In my work as an editor, I get to know lots of writers, and decided to introduce you to someone you may not have met before, whom I always think of as a “cowboy author.”
My husband and I are huge fans of Longmire,
so the laconic noble hero of the west is no stranger to me. Still, I was surprised by how much I enjoyed David Griffith’s novels with a bronc-riding protagonist who fights to bring down drug trafficking. Start with his first novel, Blackwater Crossing, and I know you’ll be hooked, too.
I asked him to drop by blog today and answer a few questions. I hope you enjoy meeting him and that you check out his novels.
Sharon: Welcome, David! I remember the first time I chatted with you about your writing, you were on horseback, speaking from your cellphone. I knew you had an authentic perspective on the world you were writing about. What life experiences drew you to creating these stories?
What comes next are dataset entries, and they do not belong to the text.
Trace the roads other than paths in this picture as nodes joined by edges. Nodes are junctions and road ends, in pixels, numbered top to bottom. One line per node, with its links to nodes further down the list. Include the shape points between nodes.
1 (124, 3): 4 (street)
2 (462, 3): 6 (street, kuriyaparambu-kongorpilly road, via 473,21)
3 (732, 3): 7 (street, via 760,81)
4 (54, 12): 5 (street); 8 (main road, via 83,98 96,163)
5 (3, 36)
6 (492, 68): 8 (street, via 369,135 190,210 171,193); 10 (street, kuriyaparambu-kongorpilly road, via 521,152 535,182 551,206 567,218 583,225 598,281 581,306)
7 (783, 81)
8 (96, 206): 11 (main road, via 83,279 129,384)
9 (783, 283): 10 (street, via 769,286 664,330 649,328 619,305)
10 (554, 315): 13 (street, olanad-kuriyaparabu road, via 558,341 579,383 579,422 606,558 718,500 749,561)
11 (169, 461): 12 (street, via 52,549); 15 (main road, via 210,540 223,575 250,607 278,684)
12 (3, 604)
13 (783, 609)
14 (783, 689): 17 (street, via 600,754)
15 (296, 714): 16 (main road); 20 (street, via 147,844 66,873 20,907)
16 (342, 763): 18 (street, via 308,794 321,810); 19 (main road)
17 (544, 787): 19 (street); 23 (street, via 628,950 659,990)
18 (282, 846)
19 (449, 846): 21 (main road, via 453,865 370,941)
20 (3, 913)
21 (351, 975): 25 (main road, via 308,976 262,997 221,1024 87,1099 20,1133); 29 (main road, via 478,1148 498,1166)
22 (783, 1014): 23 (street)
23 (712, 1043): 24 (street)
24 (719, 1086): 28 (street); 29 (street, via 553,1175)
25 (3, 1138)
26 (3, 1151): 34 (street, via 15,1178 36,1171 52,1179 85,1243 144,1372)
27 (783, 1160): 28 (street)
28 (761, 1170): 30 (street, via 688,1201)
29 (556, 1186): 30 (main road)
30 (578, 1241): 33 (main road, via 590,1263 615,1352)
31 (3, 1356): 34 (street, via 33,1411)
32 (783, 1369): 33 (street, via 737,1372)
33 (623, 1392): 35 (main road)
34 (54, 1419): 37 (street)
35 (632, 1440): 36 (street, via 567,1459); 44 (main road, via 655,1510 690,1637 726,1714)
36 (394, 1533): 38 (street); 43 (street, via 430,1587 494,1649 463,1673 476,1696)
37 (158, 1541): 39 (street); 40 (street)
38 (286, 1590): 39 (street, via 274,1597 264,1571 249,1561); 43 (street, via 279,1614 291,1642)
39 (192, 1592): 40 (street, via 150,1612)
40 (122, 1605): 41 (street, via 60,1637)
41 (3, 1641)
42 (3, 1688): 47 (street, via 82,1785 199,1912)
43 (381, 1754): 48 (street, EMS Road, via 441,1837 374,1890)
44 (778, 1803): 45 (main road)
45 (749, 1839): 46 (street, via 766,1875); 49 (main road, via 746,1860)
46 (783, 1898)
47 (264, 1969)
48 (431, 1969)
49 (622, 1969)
David: My life has been largely confined to riding bucking horses in my earlier years followed by ranching. However, in one of the cattle downturn cycles, we decided to buy an apartment building. The problem was that the place had more drugs than tenants. Going toe to toe with drug dealers and junkies taught me a lot about bad real estate investments, but it also gave me a desire to know more about the source of this scourge that decimates our communities in North America. So what I write about the drug cartels is very much an offshoot of that experience.
Sharon: How do you approach the struggle of sharing spiritual truth and wisdom and keeping the story feeling authentic, fast-moving, and not agenda-driven?
David: Great question, and one that many Christian writers grapple with today. There are only a few big Christian publishers. As writers, we strive to fit in their slot. The new buzz words are “faith infused” versus “faith driven.” I understand that issue. If publishers don’t sell books they don’t survive, which means a percentage of their product may have to reach outside the church. I’ve always felt my calling as a writer is to put out stories that are so compelling that those who might be initially antagonistic to the message will be unable to put them down. God will take care of the rest.
Sharon: Which character is the most difficult for you to write, and why?
David: I have a hard time with female characters. I wing it, and my wife Pat gets a hundred questions. Would Clarissa do this . . . or that? She rolls her eyes and straightens me out. Clarissa has been difficult for me to portray, but she’s a ranch girl I understand. I have a series coming out soon with a young Mexican-American girl as the protagonist. She’s been a challenge, but I learned a lot, and I think readers are going to like Dina Rodriguez.
Sharon: Who are a few of your favorite authors?
David: I enjoy the great American and British classic writers of the past. Hemingway, Maugham, and Steinbeck come to mind as well as a handful of other more contemporary adventure story tellers like Louis L’Amour, Dick Francis, and Jeannette Walls. All of them are superb at painting vivid word pictures. That’s what I strive to do, so when I have time, I take author James Bell’s advice and watch good movies. They’re an excellent way to study interaction and dialogue.
Sharon: Thanks so much for visiting David, and blessings on your continued writing!